Toda esta situación tuvo su 'lado positivo' en los años posteriores a su culminación, en tanto provocó grandes cambios en la protección legal de los pacientes y en los participantes de estudios clínicos. Por tratar de cerrar una herida difícil de olvidar, en 1997 el Presidente Bill Clinton pidió disculpas en nombre de la nación por los inhumanos experimentos. De forma oficial en la Casa Blanca ante cinco de los supervivientes, recordó a las víctimas: “No se puede deshacer lo que está hecho, pero podemos acabar con el silencio. Podemos dejar de mirar a otro lado, mirarlos a los ojos y finalmente decir, de parte del pueblo americano, que lo que hizo el Gobierno fue vergonzoso y que lo siento”.
A pesar de la disculpa, la sombra del Experimento Tuskegee sigue siendo muy larga. No sólo provocó dolor y sufrimiento a centenares de ciudadanos, sino que sus consecuencias se han dejado notar a lo largo del tiempo: provocó que gran parte de afroestadounidenses desconfiaran de los tratamientos médicos y fueran reticentes a acudir a un facultativo. Es comprensible que el infame estudio fuera motivo de una profunda desconfianza en el sistema médico estadounidense
Eunice Rivers junto a colaboradores del experimento.
El doctor John Heller, director de la División de Enfermedades Venéreas del Servicio Público de Salud, años después justificaría el experimento y a los colaboradores afirmando que “los médicos y el personal civil se limitaron a cumplir con su trabajo. Algunos siguieron órdenes, otros trabajaron para gloria de la ciencia”. Uno de ellos era la enfermera Eunice Rivers, quizá uno de los personajes más controvertidos del reparto de esta tragedia, por tratarse de una mujer local afroamericana que trabajó como asistente de Vonderlehr y que consiguió convencer a muchos de sus vecinos de participar en el experimento.
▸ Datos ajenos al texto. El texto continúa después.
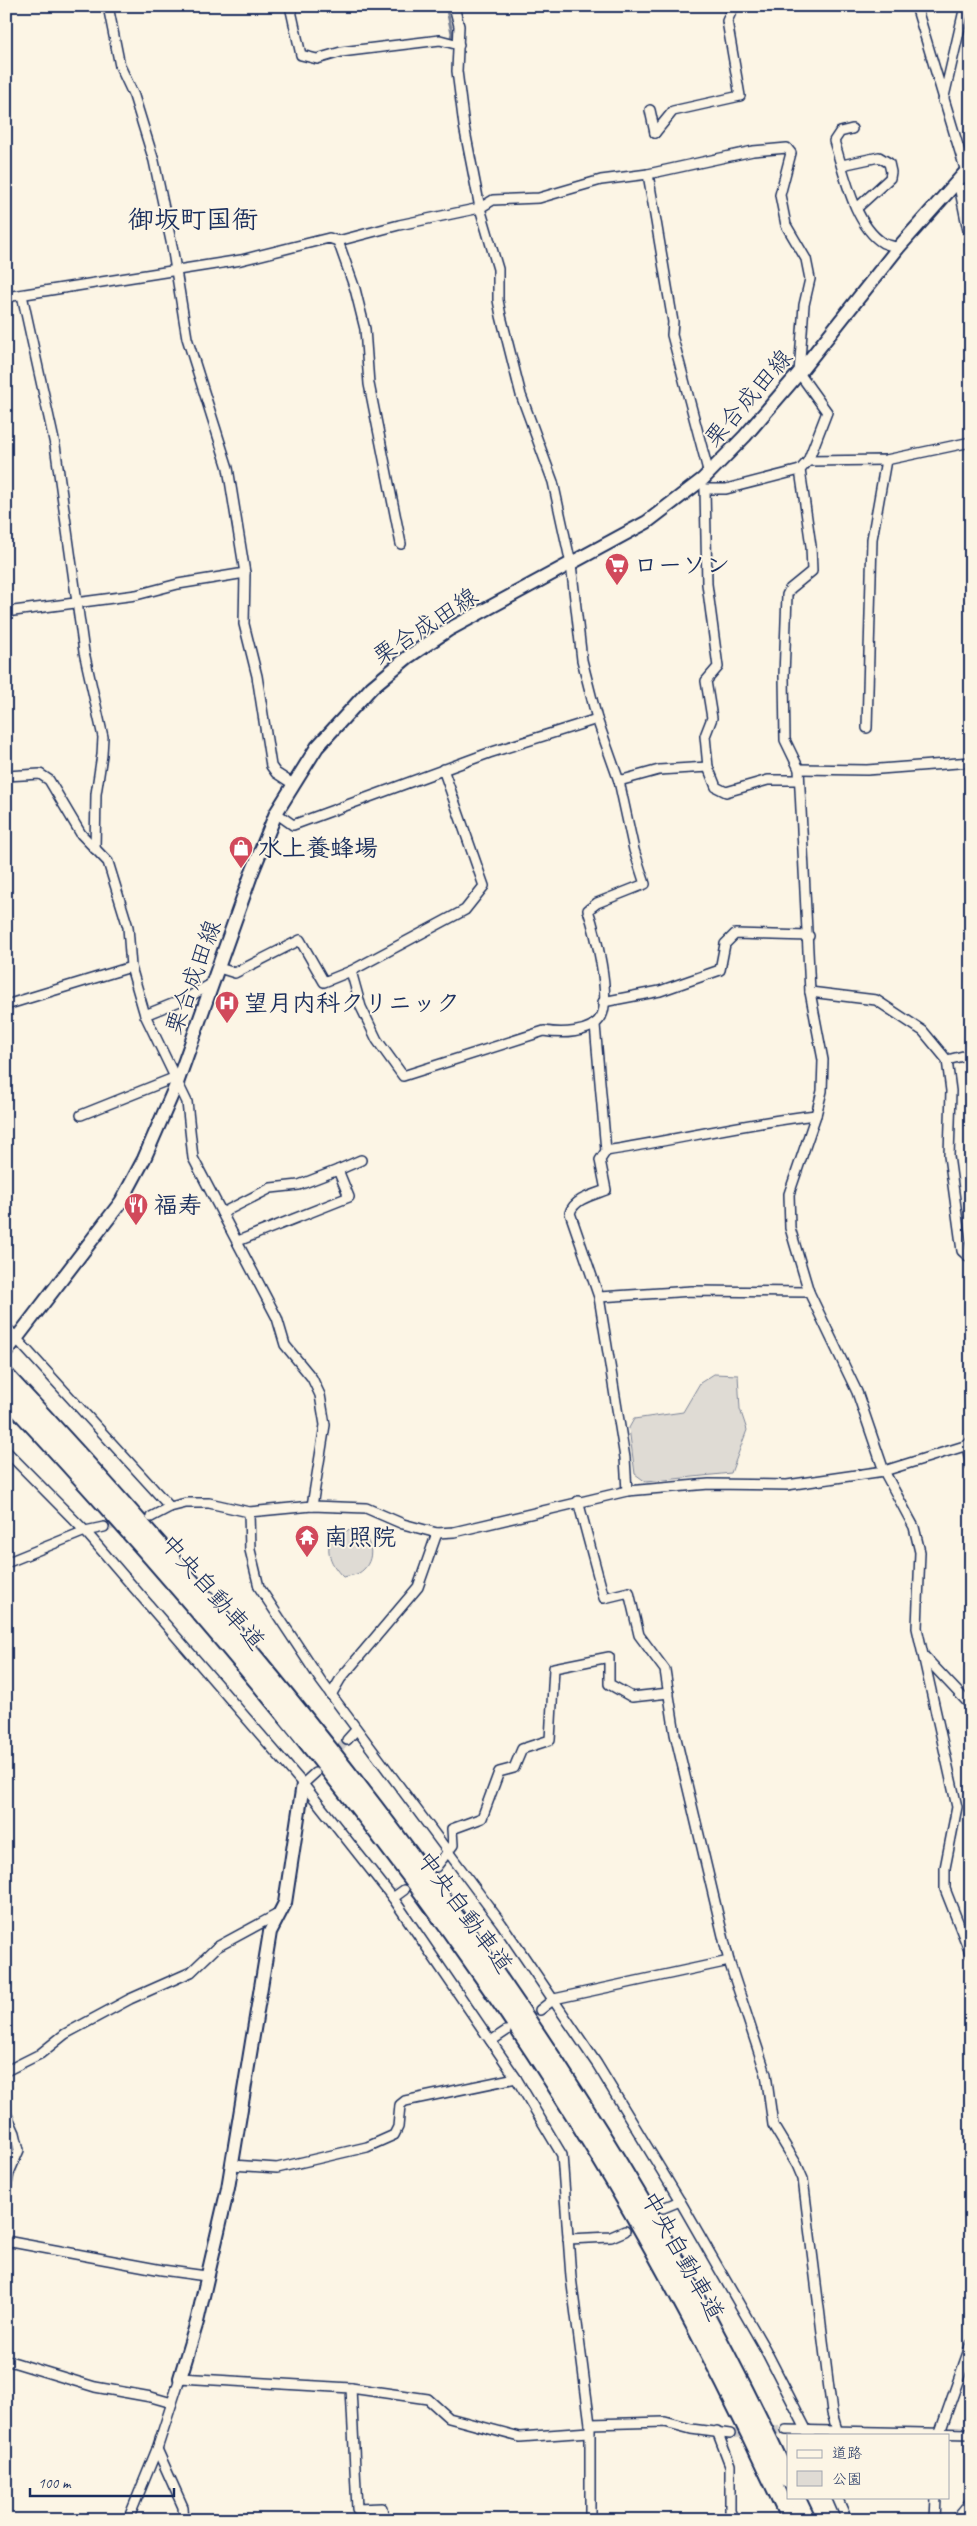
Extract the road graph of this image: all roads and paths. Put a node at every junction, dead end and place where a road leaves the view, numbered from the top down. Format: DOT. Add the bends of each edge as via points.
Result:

Durante mucho tiempo, fue el enlace entre el grupo de investigadores y los inocentes cobayas ('conejillo de Indias').
Eunice Rivers invitando a participar en el experimento.
En 1977, Gil Scott-Heron editó en su álbum Bridges una canción llamada «Tuskegee #626»: “Tuskegee #626, los científicos disfrutan cuando la enfermedad mortal puede hacer lo que quiere, los resultados no son difíciles de predecir. Tuskegee #626, empujados rápidamente a un lado cuando tus hermanos son cobayas en viciosos experimentos”, cantaba en ella. Una directa denuncia de uno de los episodios más tristes de la medicina del siglo XX.
Además del de Tuskegee, los insatisfechos científicos estadounidenses, liderados por la misma mente enferma: John Charles Cutler, realizaron el experimento sobre sífilis en Guatemala entre 1946 y 1948, el cual constaba de una serie de estudios e intervenciones a cargo del gobierno de Estados Unidos en tierras guatemaltecas. En este caso, de forma deliberada, los médicos infectaron un enorme número de ciudadanos guatemaltecos, desde enfermos psiquiátricos, a presos, prostitutas, soldados, ancianos e incluso hasta a niños de orfanato.
Obviamente, las más de 1500 víctimas no tenían la menor idea de qué era lo que los médicos les habían colocado mediante inoculación directa, siendo infectados con sífilis, una de las peores ETS. Una vez contagiadas, a estas se les suministró una serie de drogas y químicos para ver si así era posible evitar la propagación de la enfermedad.
Existe evidencia de que, entre otros métodos aplicados para el contagio, los médicos pagaban a las víctimas para que mantuvieran relaciones sexuales con prostitutas infectadas, mientras que en otros casos, se provocaba una herida en el pene de la víctima y luego se rociaba con intensos cultivos de bacterias de sífilis (Treponema pallidum).
Referencias |
Jones, JH. Free Press; New York: 1981. Bad blood: the Tuskegee syphilis experiment.
Reverby SM. More than Fact and Fiction. Cultural Memory and the Tuskegee Syphilis Study. Hastings Center Report. 2001; 31: 22-28.
Brandt AM. Racism and Research: The Case of the Tuskegee Syphilis Study. Hastings Center Report. 1978; 8: 21-29.